Was tun während eines Anfalls?
So erschreckend der Anblick ihres krampfenden Lieblings ist, leider können Sie in dem Moment nicht viel für ihn tun. Sollte Ihr Hund deutliche Anzeichen eines bevorstehenden Anfalls zeigen, können Sie ihn in eine Umgebung mit möglichst geringem Verletzungsrisiko bringen und ggf. für Ruhe im Raum sorgen. Bitte versuchen Sie nicht, die Zunge Ihres Hundes aus dem Maul zu ziehen. In dieser Situation hat Ihre Fellnase keine Kontrolle über seine Kiefermuskulatur und es besteht große Gefahr, gebissen zu werden. Dokumentieren Sie den Anfall möglichst genau. Ein Video oder eine genaue Beschreibung enthält für den Tierarzt oft wertvolle Informationen. Vor allem die Dauer des Anfalls sollten Sie notieren. Wenn es sich nicht um einen Status epilepticus handelt, versuchen Sie bitte nicht, während des Anfalls schnell mit Ihrem Liebling zum Tierarzt zu fahren.
Verhalten während eines Anfalls
- Keine Panik: Fassen Sie Ihr Tier nach Möglichkeit nicht an. Verständlicherweise möchten Sie Ihr Tier unterstützen und trösten, aber Streicheln kann weiteren Stress verursachen und möglicherweise den Anfall verschlimmern.

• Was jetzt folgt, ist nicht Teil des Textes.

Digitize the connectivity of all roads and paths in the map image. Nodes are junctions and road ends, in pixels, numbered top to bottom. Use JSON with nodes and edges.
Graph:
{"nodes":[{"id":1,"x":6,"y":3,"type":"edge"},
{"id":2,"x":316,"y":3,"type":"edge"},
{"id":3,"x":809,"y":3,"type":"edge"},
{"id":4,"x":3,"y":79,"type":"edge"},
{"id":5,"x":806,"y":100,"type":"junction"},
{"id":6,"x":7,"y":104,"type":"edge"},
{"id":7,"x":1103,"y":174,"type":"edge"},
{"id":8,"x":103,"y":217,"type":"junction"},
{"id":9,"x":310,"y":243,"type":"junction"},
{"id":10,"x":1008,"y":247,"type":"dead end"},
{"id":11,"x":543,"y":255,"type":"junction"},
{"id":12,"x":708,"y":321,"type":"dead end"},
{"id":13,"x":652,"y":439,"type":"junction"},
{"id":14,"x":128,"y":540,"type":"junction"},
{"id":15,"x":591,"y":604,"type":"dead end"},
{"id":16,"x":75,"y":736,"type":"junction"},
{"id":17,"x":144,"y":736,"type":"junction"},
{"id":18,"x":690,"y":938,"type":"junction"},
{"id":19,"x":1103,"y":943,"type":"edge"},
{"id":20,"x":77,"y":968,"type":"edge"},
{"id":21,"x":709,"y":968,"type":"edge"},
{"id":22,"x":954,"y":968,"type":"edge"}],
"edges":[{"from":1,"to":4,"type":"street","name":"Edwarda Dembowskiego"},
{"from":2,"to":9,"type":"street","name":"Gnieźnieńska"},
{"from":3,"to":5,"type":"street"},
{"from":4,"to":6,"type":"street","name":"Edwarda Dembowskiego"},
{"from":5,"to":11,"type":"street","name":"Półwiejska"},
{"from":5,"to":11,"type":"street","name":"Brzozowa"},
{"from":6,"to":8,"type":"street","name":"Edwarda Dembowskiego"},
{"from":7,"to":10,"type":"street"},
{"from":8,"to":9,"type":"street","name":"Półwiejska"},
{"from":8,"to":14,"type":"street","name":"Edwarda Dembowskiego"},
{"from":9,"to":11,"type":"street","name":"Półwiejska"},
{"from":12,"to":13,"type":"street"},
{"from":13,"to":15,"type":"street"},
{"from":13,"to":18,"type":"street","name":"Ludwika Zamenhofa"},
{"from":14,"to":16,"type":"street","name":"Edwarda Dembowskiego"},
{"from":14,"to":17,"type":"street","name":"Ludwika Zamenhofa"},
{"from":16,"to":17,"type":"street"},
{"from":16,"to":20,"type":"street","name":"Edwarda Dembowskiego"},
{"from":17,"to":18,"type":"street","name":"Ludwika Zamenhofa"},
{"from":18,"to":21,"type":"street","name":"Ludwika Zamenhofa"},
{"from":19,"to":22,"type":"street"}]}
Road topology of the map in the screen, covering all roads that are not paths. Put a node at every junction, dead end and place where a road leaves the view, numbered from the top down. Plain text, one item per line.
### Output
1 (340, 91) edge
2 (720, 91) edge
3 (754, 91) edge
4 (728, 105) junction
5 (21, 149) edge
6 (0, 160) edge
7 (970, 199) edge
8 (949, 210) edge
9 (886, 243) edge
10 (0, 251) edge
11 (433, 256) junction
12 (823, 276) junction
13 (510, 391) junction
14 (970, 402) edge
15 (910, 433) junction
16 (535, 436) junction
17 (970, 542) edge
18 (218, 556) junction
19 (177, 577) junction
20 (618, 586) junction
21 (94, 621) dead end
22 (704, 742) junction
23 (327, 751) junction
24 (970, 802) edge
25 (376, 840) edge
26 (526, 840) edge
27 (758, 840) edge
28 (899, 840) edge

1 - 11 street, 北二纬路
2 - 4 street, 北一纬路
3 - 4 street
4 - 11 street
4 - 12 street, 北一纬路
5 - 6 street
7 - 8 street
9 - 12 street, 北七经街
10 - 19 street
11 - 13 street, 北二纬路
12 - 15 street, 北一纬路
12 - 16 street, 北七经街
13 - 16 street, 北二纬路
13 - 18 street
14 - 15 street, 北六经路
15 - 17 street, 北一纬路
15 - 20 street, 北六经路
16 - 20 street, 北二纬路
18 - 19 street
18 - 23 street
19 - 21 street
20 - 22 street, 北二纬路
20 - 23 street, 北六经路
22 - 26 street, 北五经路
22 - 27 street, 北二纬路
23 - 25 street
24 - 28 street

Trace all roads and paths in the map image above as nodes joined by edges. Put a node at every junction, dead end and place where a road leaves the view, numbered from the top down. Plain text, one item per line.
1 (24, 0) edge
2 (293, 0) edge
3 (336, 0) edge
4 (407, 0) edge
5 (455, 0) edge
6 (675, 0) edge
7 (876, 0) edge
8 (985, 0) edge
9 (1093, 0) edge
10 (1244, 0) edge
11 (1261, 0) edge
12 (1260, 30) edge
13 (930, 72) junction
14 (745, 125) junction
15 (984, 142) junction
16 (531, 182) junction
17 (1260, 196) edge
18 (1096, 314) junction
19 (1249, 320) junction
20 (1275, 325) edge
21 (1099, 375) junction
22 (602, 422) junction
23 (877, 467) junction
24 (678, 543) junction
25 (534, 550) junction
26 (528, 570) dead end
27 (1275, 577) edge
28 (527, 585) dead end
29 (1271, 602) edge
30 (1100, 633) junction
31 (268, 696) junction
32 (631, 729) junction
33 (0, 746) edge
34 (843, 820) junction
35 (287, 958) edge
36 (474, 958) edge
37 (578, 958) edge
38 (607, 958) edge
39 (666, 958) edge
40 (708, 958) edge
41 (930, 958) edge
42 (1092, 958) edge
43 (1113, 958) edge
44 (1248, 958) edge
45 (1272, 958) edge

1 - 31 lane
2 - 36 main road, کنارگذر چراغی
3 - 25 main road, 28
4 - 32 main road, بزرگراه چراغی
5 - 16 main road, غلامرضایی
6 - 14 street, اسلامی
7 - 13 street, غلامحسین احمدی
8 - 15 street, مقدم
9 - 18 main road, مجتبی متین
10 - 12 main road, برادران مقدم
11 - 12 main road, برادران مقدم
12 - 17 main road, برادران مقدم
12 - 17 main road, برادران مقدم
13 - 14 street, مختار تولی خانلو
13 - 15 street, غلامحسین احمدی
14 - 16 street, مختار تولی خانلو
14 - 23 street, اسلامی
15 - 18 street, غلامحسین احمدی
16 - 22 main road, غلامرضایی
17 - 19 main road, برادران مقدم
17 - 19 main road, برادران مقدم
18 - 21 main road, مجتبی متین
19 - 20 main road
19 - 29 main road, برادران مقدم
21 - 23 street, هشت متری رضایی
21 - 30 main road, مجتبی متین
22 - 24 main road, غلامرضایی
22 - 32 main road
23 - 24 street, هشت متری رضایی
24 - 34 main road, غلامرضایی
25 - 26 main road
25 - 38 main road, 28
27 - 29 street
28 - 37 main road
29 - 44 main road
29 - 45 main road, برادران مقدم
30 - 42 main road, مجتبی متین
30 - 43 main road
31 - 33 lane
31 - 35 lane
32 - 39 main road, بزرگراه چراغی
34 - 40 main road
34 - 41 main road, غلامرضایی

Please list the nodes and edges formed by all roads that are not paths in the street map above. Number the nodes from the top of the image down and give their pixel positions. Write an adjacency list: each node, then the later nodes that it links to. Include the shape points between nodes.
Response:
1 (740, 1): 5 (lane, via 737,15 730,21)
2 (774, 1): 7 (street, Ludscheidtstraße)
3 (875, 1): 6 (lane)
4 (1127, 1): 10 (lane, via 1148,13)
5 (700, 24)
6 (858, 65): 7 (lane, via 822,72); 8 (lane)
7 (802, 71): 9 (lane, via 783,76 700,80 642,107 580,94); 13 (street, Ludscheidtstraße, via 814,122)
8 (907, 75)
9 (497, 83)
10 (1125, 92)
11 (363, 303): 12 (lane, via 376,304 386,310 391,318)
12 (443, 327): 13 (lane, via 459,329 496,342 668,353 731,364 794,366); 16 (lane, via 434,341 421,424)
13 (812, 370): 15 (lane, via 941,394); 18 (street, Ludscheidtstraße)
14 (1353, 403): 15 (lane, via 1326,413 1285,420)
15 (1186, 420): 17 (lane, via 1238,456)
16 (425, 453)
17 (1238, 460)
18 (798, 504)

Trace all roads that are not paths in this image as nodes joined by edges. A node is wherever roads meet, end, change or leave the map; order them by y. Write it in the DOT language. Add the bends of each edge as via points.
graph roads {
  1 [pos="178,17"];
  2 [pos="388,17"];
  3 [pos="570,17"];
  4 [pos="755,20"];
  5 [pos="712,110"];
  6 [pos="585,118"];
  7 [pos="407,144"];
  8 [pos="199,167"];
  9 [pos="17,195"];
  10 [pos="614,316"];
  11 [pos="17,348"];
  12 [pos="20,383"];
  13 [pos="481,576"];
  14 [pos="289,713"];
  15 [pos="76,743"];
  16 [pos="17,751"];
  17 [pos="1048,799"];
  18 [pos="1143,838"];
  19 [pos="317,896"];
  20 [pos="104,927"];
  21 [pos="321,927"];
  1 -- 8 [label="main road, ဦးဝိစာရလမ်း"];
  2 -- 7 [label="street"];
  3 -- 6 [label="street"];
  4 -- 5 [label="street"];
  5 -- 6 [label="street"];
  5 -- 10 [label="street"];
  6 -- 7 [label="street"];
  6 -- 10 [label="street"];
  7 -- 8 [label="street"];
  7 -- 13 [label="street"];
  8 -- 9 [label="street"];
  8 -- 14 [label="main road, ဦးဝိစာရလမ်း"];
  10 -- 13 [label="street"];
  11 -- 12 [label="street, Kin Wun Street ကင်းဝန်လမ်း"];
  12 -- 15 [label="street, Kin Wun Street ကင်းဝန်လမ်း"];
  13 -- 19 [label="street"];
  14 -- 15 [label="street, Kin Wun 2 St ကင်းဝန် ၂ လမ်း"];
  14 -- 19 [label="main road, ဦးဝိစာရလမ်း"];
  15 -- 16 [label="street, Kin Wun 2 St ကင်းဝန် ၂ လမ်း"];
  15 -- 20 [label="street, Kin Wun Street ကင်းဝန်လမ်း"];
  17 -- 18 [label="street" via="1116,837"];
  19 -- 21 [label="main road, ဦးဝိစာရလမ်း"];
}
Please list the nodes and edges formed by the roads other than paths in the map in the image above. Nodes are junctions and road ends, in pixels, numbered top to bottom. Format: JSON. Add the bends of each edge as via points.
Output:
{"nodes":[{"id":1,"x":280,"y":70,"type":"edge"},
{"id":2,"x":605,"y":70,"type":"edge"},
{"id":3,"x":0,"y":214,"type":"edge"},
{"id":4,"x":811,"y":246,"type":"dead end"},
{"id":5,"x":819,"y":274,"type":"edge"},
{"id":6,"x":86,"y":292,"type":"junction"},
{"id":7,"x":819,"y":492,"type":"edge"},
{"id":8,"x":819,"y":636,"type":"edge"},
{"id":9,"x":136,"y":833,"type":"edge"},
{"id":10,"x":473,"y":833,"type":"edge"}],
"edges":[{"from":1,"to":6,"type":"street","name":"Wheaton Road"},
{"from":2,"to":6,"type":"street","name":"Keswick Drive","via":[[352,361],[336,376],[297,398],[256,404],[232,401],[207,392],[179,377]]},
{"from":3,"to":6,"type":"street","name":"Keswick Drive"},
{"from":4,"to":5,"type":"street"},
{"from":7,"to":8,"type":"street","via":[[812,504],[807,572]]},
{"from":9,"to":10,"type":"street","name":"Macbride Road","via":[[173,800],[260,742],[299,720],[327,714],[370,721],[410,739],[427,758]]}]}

Am besten ist es dann, ruhig zu bleiben und keine Panik zu verbreiten.
- Dokumentation: Filmen Sie den Anfall! Ein Film des Anfalls kann für Ihren Tierarzt sehr wertvolle Information liefern. Die Aufnahme kann helfen, die Diagnose zu verfeinern. Es ist sehr wichtig, die Anfälle Ihres Tieres zu protokollieren. Machen Sie Notizen, wann und wie oft sie im Monat auftreten, wie sie verlaufen und wie lange sie dauern. Notieren Sie auch, falls möglich, den Auslöser des Anfalls und den Verlauf der Aufwachphase.
- Schutz vor Verletzungen: Man kann allenfalls dafür sorgen, dass sich der Hund nicht verletzt.
- Vermeiden Sie Festhalten: Mitunter berichten Hundebesitzer, dass ein Hund während eines Anfalls aggressiv wird. Dies wird meist dadurch verursacht, dass man versucht, den Hund während eines Anfalls festzuhalten. Der Hund macht jedoch unbewusste, ungesteuerte Bewegungen. Wenn der Hund mit dem Kopf zuckt und / oder den Zähnen klappert, läuft man Gefahr, gebissen zu werden, wenn man versucht, den Kopf festzuhalten.
Wann zum Tierarzt?
- Sollte ein Anfall länger als 5 min dauern oder wenn mehrere Anfälle nahezu gleichzeitig auftreten.
- Bei zunehmender Anfallshäufigkeit und/oder Anfallsschwere.
- Bei schwerwiegenden Verhaltensänderungen nach einem Anfall.
Leben mit Epilepsie beim Hund
Mit der richtigen Therapie, viel Fürsorge und Geduld sowie einer engen Zusammenarbeit mit Ihrer Tierarztpraxis ist die Epilepsie beim Hund gut in den Griff zu bekommen. Bei optimaler Therapie können die meisten Hunde trotz Epilepsie ein gutes Leben führen und so alt wie gesunde Artgenossen werden. Ein an Epilepsie erkrankter Hund kann ohne weiteres sportlich aktiv sein und an Freizeitaktivitäten teilhaben. Machen Sie das Tier dabei langsam damit vertraut. Auch Arbeitshunde (Blindenhunde, Such- und Rettungshunde, Wachhunde, usw.) können an Epilepsie erkranken. Durch eine rasche Diagnose können die Anfälle durch entsprechende Therapien schnell kontrolliert werden. So kann der Hund weiter ohne Risiko für die Sicherheit seines Besitzers arbeiten.
Ernährung
Studien zeigen, dass bestimmte Fettsäuren antiepileptische Eigenschaften bei Hunden haben. Sprechen Sie mit Ihrem Tierarzt über eine geeignete Ernährung für Ihren Hund.
Vorbeugende Maßnahmen
Die Epilepsie bei Hunden können Sie leider nicht durch vorbeugende Maßnahmen verhindern.